Saturday, February 19, 2005

Valerosa sentencia de la Suprema

Con esta sentencia la Suprema hace un gran aporte a la lucha contra el narcotráfico y todas sus secuelas, sin tener virtualmente ningún apoyo o endoso de la sociedad civil que, penosamente, se quedó dubitativa, callada y timorata frente a este mayúsculo escándalo que se deriva de los nexos del acusado con figuras del pasado gobierno.


Los narcotraficantes le temen como el diablo a la cruz a su extradición a los Estados Unidos, porque conocen la rectitud y la severidad con que su sistema judicial encara sus casos.

La mejor prueba de ello es que, en el climax de su resistencia a ser deportados hacia Estados Unidos, los narcotraficantes colombianos fueron capaces de volar el edificio de la Suprema Corte en Bogotá y asesinar, en una sangrienta cadena de ataques y también secuestros, a magistrados y autoridades que luchaban contra ellos.

En el caso dominicano, la sentencia que ha emitido la Suprema Corte de Justicia, asumiendo directamente la responsabilidad de la extradición de Quirino Ernesto Paulino Castillo, es un veredicto que la honra y la fortalece.

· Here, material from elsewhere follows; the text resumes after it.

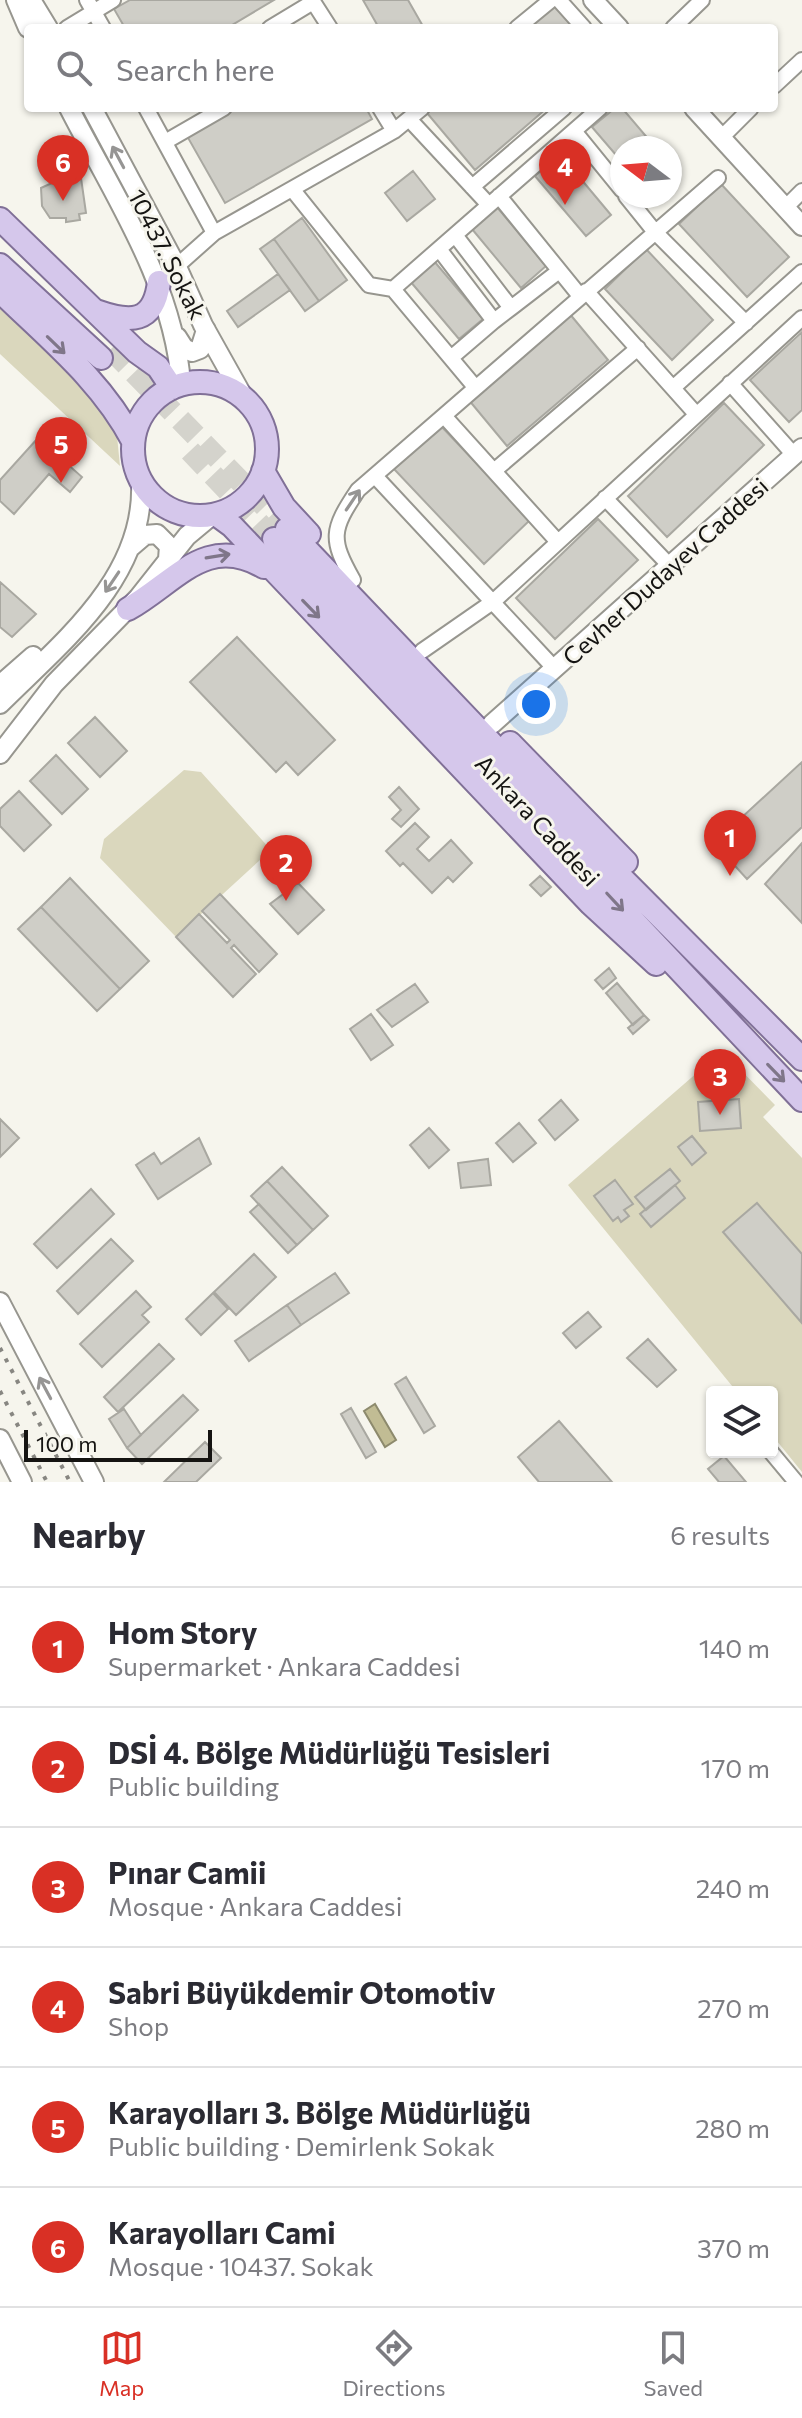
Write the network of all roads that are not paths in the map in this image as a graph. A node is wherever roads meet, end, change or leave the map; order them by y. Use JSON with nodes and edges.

Es el mejor testimonio de que, al nivel del máximo tribunal de la República, impera el compromiso de no permitir que los narcos se sientan fuera del alcance de la justicia de un país, sea Estados Unidos o cualquier otro con el que tengamos convenios de extradición, que los reclame cuando se sientan perjudicados por sus acciones criminales.

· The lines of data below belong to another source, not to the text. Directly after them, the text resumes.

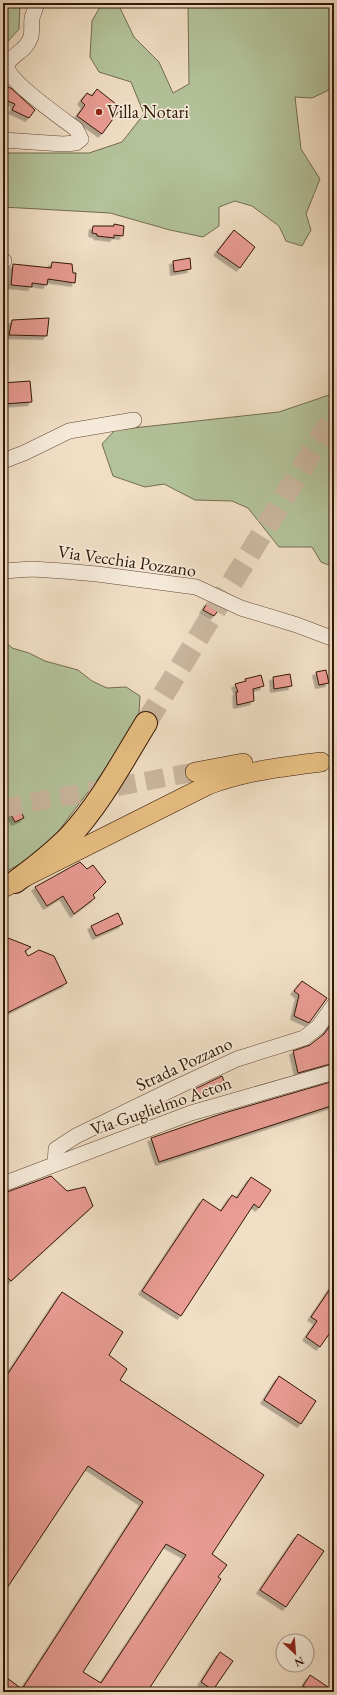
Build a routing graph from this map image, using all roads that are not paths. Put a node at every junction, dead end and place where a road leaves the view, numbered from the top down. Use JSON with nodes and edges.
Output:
{"nodes":[{"id":1,"x":37,"y":3,"type":"edge"},
{"id":2,"x":3,"y":140,"type":"edge"},
{"id":3,"x":134,"y":420,"type":"dead end"},
{"id":4,"x":3,"y":461,"type":"edge"},
{"id":5,"x":3,"y":571,"type":"edge"},
{"id":6,"x":334,"y":639,"type":"edge"},
{"id":7,"x":146,"y":724,"type":"tunnel mouth"},
{"id":8,"x":328,"y":762,"type":"edge"},
{"id":9,"x":195,"y":772,"type":"tunnel mouth"},
{"id":10,"x":9,"y":885,"type":"edge"},
{"id":11,"x":334,"y":1005,"type":"edge"},
{"id":12,"x":334,"y":1072,"type":"edge"},
{"id":13,"x":55,"y":1164,"type":"junction"},
{"id":14,"x":3,"y":1184,"type":"edge"}],
"edges":[{"from":1,"to":2,"type":"street"},
{"from":3,"to":4,"type":"street"},
{"from":5,"to":6,"type":"street","name":"Via Vecchia Pozzano"},
{"from":7,"to":10,"type":"highway"},
{"from":8,"to":9,"type":"main road"},
{"from":8,"to":10,"type":"main road"},
{"from":11,"to":13,"type":"street","name":"Strada Pozzano"},
{"from":12,"to":13,"type":"street","name":"Via Guglielmo Acton"},
{"from":13,"to":14,"type":"street","name":"Via Guglielmo Acton"}]}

La Suprema Corte no sólo ha validado, con su sentencia, el acuerdo de extradición con Estados Unidos para el caso actual, sino que ha tomado su decisión con plena responsabilidad y firmeza, sin temor a las consecuencias. Ha hecho, con esto, un gran aporte a la lucha contra el narcotráfico y todas sus secuelas, sin tener virtualmente ningún apoyo o endoso de la sociedad civil que, penosamente, se quedó dubitativa, callada y timorata frente a este mayúsculo escándalo que se deriva de los nexos del acusado con figuras del pasado gobierno.

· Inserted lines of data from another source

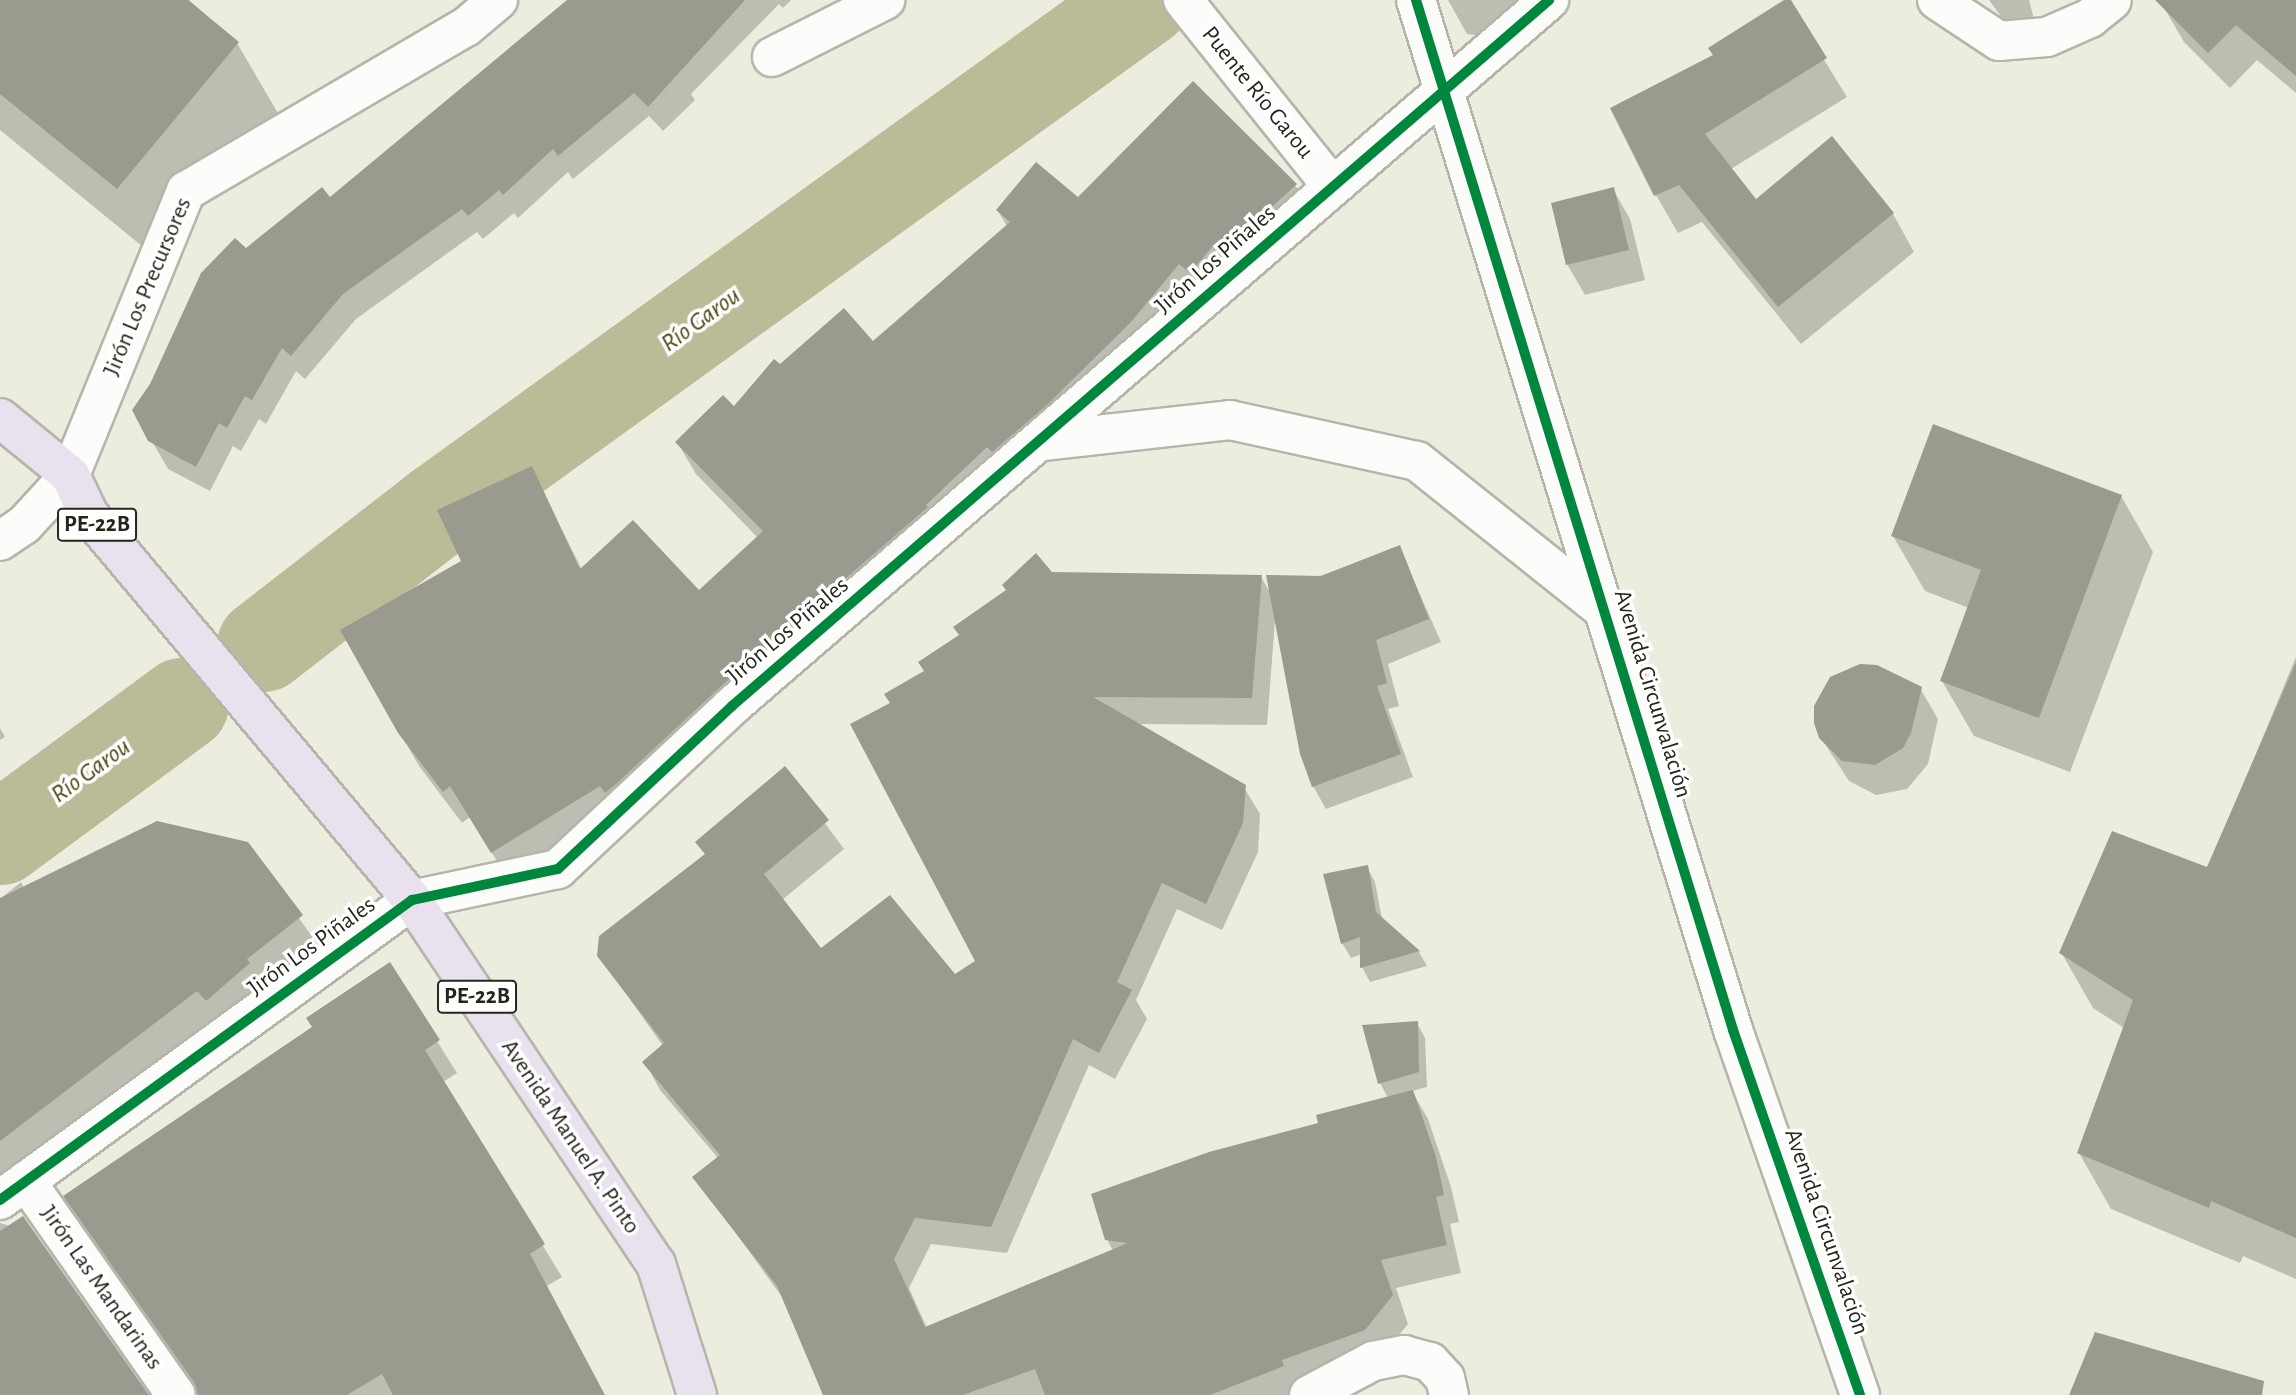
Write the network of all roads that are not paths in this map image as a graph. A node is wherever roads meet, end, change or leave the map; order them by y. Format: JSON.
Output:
{"nodes":[{"id":1,"x":498,"y":0,"type":"edge"},
{"id":2,"x":885,"y":0,"type":"edge"},
{"id":3,"x":1183,"y":0,"type":"edge"},
{"id":4,"x":1416,"y":0,"type":"edge"},
{"id":5,"x":1549,"y":0,"type":"edge"},
{"id":6,"x":1937,"y":0,"type":"edge"},
{"id":7,"x":2112,"y":0,"type":"edge"},
{"id":8,"x":862,"y":9,"type":"edge"},
{"id":9,"x":772,"y":57,"type":"dead end"},
{"id":10,"x":1443,"y":88,"type":"junction"},
{"id":11,"x":1332,"y":186,"type":"junction"},
{"id":12,"x":0,"y":418,"type":"edge"},
{"id":13,"x":1043,"y":441,"type":"junction"},
{"id":14,"x":70,"y":475,"type":"junction"},
{"id":15,"x":0,"y":541,"type":"edge"},
{"id":16,"x":1605,"y":611,"type":"junction"},
{"id":17,"x":412,"y":901,"type":"junction"},
{"id":18,"x":13,"y":1191,"type":"edge"},
{"id":19,"x":176,"y":1395,"type":"edge"},
{"id":20,"x":697,"y":1395,"type":"edge"},
{"id":21,"x":1310,"y":1395,"type":"edge"},
{"id":22,"x":1449,"y":1395,"type":"edge"},
{"id":23,"x":1860,"y":1395,"type":"edge"}],
"edges":[{"from":1,"to":14,"type":"street","name":"Jirón Los Precursores"},
{"from":2,"to":8,"type":"street"},
{"from":3,"to":11,"type":"street","name":"Puente Río Garou"},
{"from":4,"to":10,"type":"street","name":"Avenida Circunvalación"},
{"from":5,"to":10,"type":"street","name":"Jirón Los Piñales"},
{"from":6,"to":7,"type":"street"},
{"from":8,"to":9,"type":"street"},
{"from":10,"to":11,"type":"street","name":"Jirón Los Piñales"},
{"from":10,"to":16,"type":"street","name":"Avenida Circunvalación"},
{"from":11,"to":13,"type":"street","name":"Jirón Los Piñales"},
{"from":12,"to":14,"type":"highway","number":"PE-22B"},
{"from":13,"to":16,"type":"street"},
{"from":13,"to":17,"type":"street","name":"Jirón Los Piñales"},
{"from":14,"to":15,"type":"street","name":"Jirón Los Precursores"},
{"from":14,"to":17,"type":"highway","name":"Avenida Manuel A. Pinto","number":"PE-22B"},
{"from":16,"to":23,"type":"street","name":"Avenida Circunvalación"},
{"from":17,"to":18,"type":"street","name":"Jirón Los Piñales"},
{"from":17,"to":20,"type":"highway","name":"Avenida Manuel A. Pinto","number":"PE-22B"},
{"from":18,"to":19,"type":"street","name":"Jirón Las Mandarinas"},
{"from":21,"to":22,"type":"street"}]}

Ha sido notorio, y por tanto cuestionable, el silencio con que observó todo el proceso de investigación y exposición de evidencias sobre el acusado y sus cómplices, a pesar de que estamos en presencia de un acontecimiento que ha puesto al descubierto –en su propia médula– la corrupción de los órganos y figuras del poder en nuestro país, situación que ameritaba que las principales entidades de la sociedad se pronunciaran, con claridad y sin miedo, en favor de la Suprema, para no dejarla sola en su ejercicio.

Por experiencia de otros países, sabemos que la extradición de un capo del narcotráfico deviene, de inmediato, en revelaciones sobre sus nexos y cómplices, y en asesinatos selectivos, para borrar pruebas o proteger otras identidades comprometidas.

También en este escenario es preciso que la sociedad civil trabaje unida a la Suprema, al ministerio público y al Gobierno, para reclamar acciones sin titubeos, sin dobleces y sin enfoques miopes, contra los verdaderos depredadores de los recursos públicos, los que se burlan de las leyes y las instituciones, y los que se han enriquecido a través del vil flagelo del narcotráfico, tema que ha estado ausente de su discurso y de su accionar frente a este caso.

http://www.diarioadiario.com.do

-

2 Comments:

At 12:52 PM, Anonymous Anonymous said...

mi opinion es que estuvo bien la sentencia y que todos los organos de la sociedad dominicana debe aplaudir esto y empesar a concientisar ala poblacion con ejemplo de otros paises que sus crisis interna nunca termina a consecuencia de las infuencias que ejercen los vinculados al narco a ciertos funcionarios publicos como es el caso de colombia que su crisis tiene mas de 40 a#os.

 
At 3:43 PM, Anonymous Anonymous said...

Don Miguel, de una la unica forma que el dominicano se va a concienzar es cuando los medios y periodistas que generen seguidores, como usted, sigan escribiendo sobre la corrupcion del narcotrafico pero a nivel de politicos, empresarios y militares. Pienso Don Miguel que mientras existan estos soportes, la droga nunca podra ser erradicada. Contamos con usted para que siga denunciando estas personas publicas y que Dios lo cuide. Lo bueno hay que preservarlo.